Aurora aún recuerda a Alberto, postrado en la cama recuperándose, leyendo el libro de su ídolo de juventud, Lance Amstrong, “Mi Vuelta a la vida”, intentando recuperar la suya entre pedales, rodillos e infinidad de kilómetros de sillín. No sabemos si fueron aquellas líneas o el titanio que tuvo que soportar en su cabeza durante una larga temporada, pero Alberto emergió con más fuerza que nunca.

A pesar de que muchos le recomendaron colgar la bicicleta, Alberto volvió a competir. Eso sí, le costó sangre sudor y lágrimas, muchas. Alberto ha relatado en infinidad de ocasiones cómo ha tenido que esforzarse cada día, después de aquello, para convertirse en el “pistolero de Pinto”. En la localidad madrileña le adoran, donde le concedieron la condecoración de Hijo Predilecto de Pinto. Título, sin duda, merecido por su tesón, esfuerzo y absoluta dedicación al deporte que ama, el ciclismo.
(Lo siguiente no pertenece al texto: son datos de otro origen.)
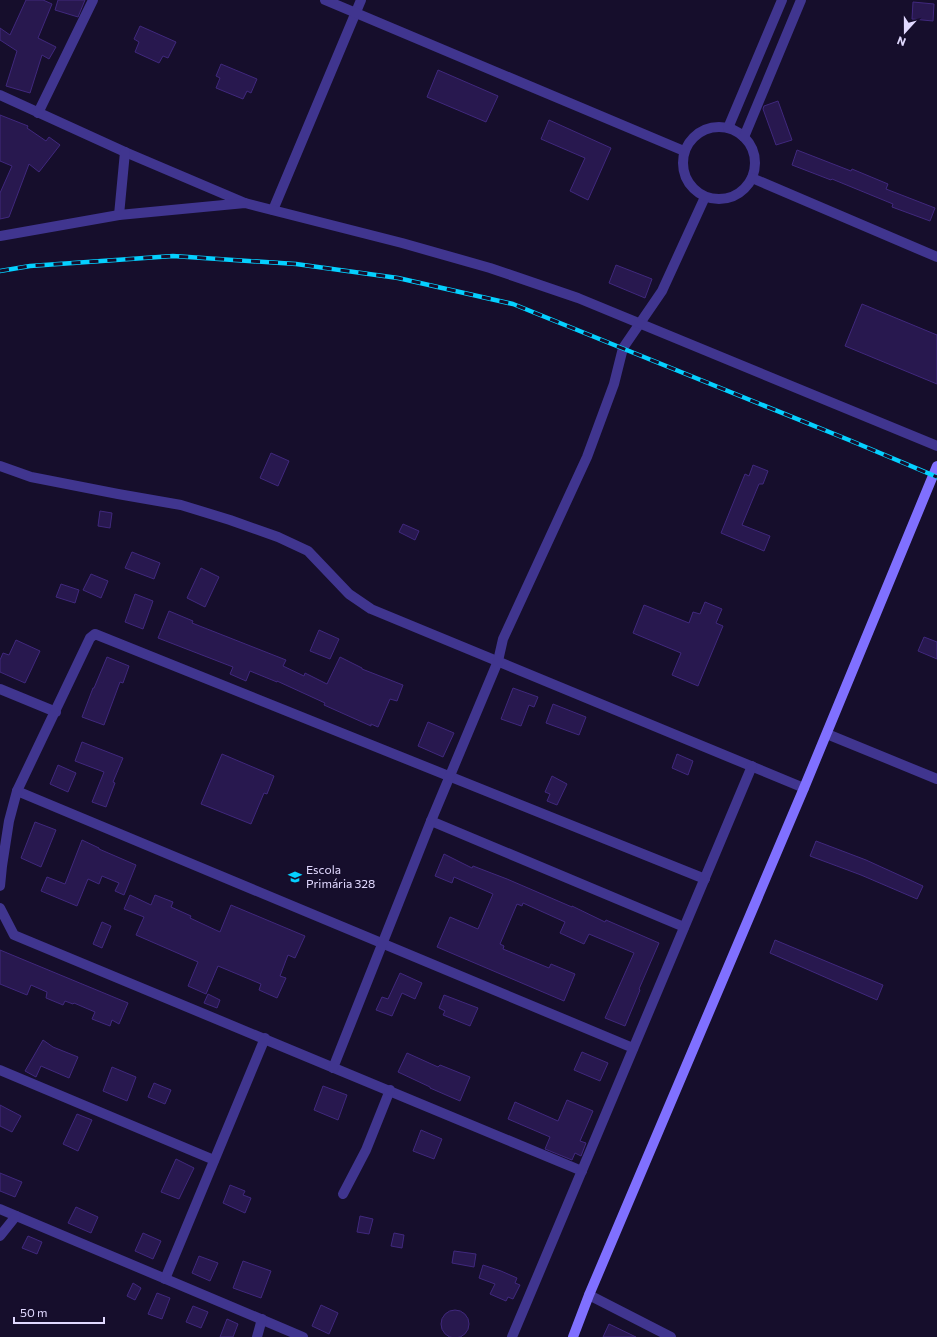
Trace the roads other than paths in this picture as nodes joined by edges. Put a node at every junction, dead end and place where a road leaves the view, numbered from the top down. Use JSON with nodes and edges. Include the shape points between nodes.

Después de aquel susto, cuatro años más tarde, y tras la vuelta de Alberto a la competición volvieron a levantarse todas las alarmas. Alberto, tras una de las etapas de la Vuelta a Burgos, tras llegar en quinta posición, descendió en bicicleta hasta el hotel. A escasos kilómetros de su hotel se desplomó, encendiendo todas las alarmas sobre el pasado accidente. Tras realizarle un TAC en el hospital se descartó cualquier relación entre ambos accidentes.

Desde aquel accidente, Alberto Contador siempre ha explicado que la vida, le cambió por completo. En una entrevista a “Diario Sur”, Alberto explicaba que cada día mira la cicatriz que le quedó de por vida, que le sirve para darse cuenta de lo que hoy en día es. Reconoce que vio la muerte muy de cerca, pero que si aquel día no hubiera sobrevivido, no habría sido consciente en ningún momento. Explica que aquel accidente le marcó de por vida, y que desde aquel día valora enormemente todo aquello que va consiguiendo, que desde luego, no es poco.

Desde entonces, Alberto se ha encumbrado como uno de los mejores ciclistas de la historia. En la temporada 2008, Contador logró tras su victoria en la Vuelta a España convertirse en el quinto ciclista de la historia en reunir en su palmarés las tres grandes vueltas por etapas del calendario mundial después de ilustres nombres como Felice Gimondi, Jacques Anquetil, Eddy Merckx y Bernard Hinault. Además ostenta el título del ciclista más joven en ganar el Tour de Francia.

Después de su caída, nadie se atrevía a apostar por Alberto, y el ciclista pinteño ya ha ganado en dos ocasiones Tour y Vuelta, y en una ocasión el Giro de Italia. Este año, parte de nuevo como el gran favorito, sobre todo tras su espectacular estado de forma en los primeros meses de competición.

En 2010, el ciclista madrileño creaba la Fundación Alberto Contador, declarando en varios medios que nacía “con la intención de concienciar a la población y a las autoridades sanitarias del enorme impacto sociosanitario del ictus y mejorar el conocimiento que la población tiene del mismo”.

Y hasta aquí nuestro pequeño homenaje a Alberto, que siempre ha demostrado que lo único imposible en la vida es aquello que no se intenta.